**Problem to solve:** All entries need to be written out again exactly, without their pictures.

**The records:**
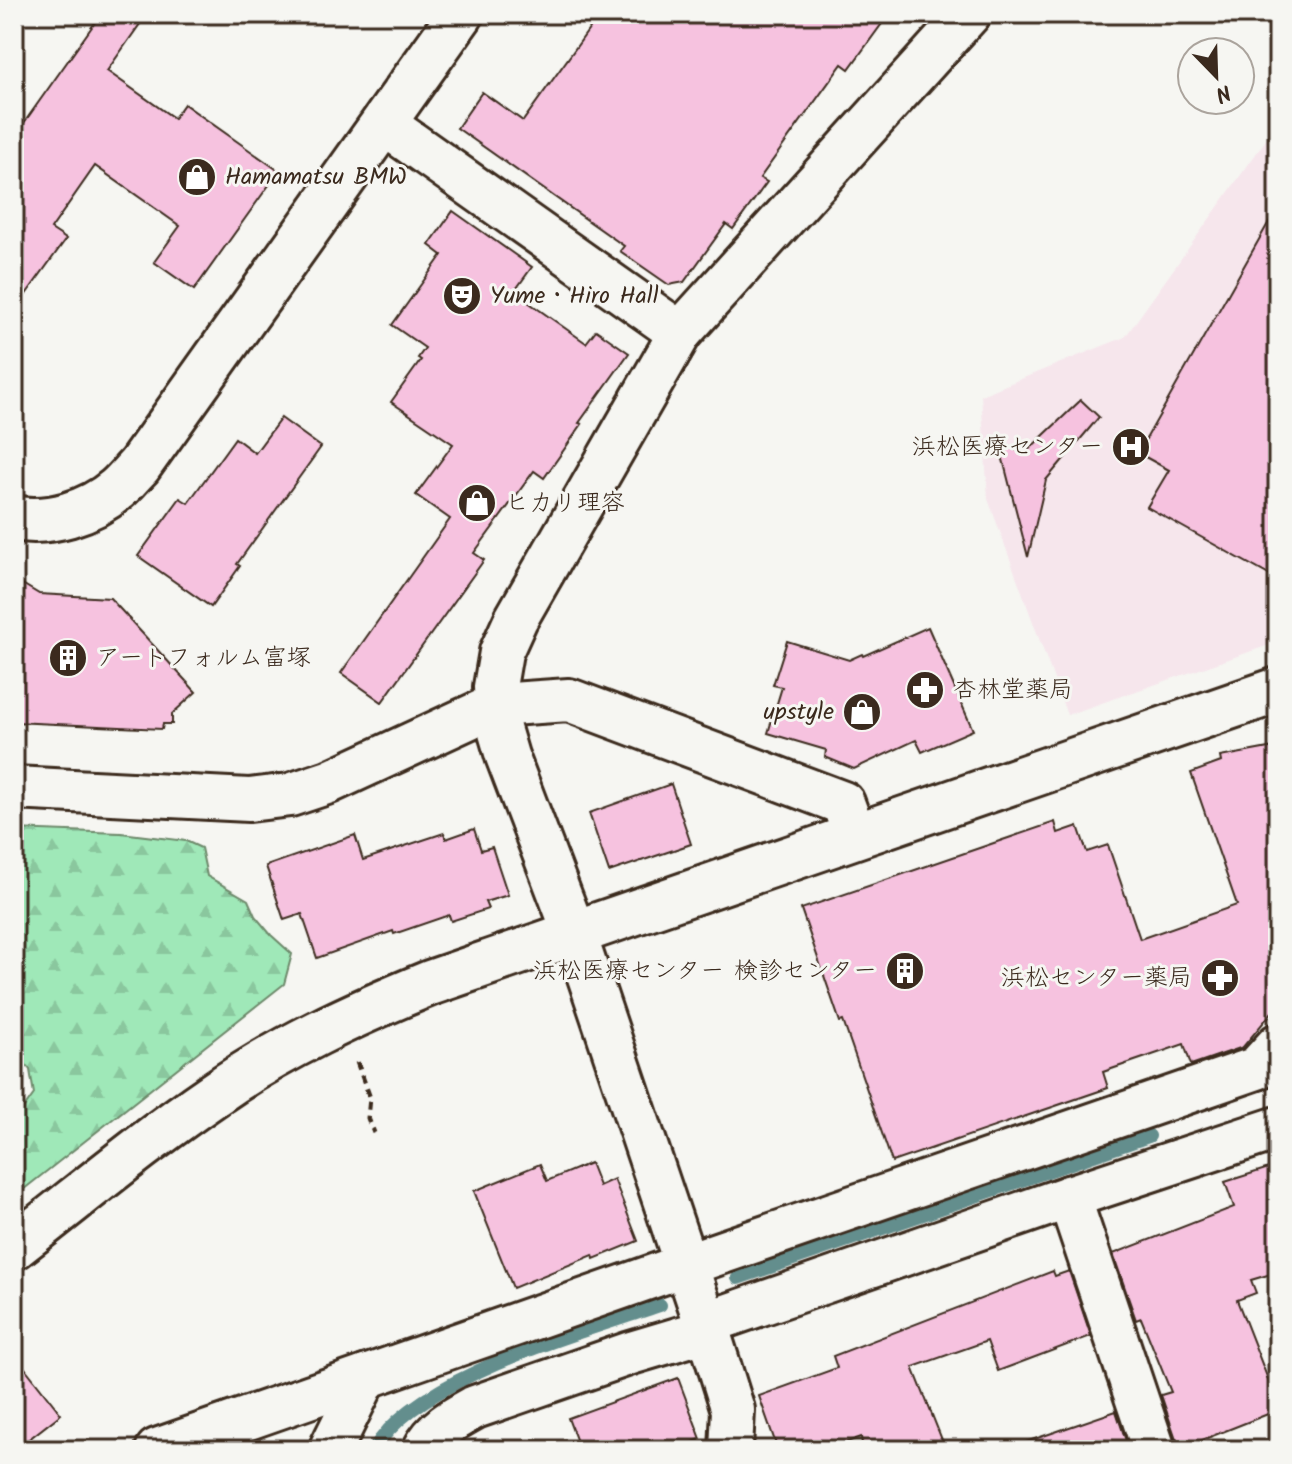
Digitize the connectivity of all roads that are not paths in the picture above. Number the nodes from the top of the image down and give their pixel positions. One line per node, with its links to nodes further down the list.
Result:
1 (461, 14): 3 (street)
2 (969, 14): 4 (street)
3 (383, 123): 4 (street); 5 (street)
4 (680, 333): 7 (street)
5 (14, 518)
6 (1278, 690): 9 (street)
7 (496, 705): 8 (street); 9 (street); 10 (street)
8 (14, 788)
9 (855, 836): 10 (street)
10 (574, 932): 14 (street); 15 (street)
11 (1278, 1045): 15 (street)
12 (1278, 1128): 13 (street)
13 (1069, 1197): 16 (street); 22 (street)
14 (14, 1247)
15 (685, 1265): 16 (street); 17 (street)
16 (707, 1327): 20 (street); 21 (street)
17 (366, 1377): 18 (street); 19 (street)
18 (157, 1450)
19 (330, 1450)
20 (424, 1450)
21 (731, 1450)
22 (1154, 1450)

**Output for this task:**
Digitize the connectivity of all roads that are not paths in the picture above. Number the nodes from the top of the image down and give their pixel positions. One line per node, with its links to nodes further down the list.
Result:
1 (461, 14): 3 (street)
2 (969, 14): 4 (street)
3 (383, 123): 4 (street); 5 (street)
4 (680, 333): 7 (street)
5 (14, 518)
6 (1278, 690): 9 (street)
7 (496, 705): 8 (street); 9 (street); 10 (street)
8 (14, 788)
9 (855, 836): 10 (street)
10 (574, 932): 14 (street); 15 (street)
11 (1278, 1045): 15 (street)
12 (1278, 1128): 13 (street)
13 (1069, 1197): 16 (street); 22 (street)
14 (14, 1247)
15 (685, 1265): 16 (street); 17 (street)
16 (707, 1327): 20 (street); 21 (street)
17 (366, 1377): 18 (street); 19 (street)
18 (157, 1450)
19 (330, 1450)
20 (424, 1450)
21 (731, 1450)
22 (1154, 1450)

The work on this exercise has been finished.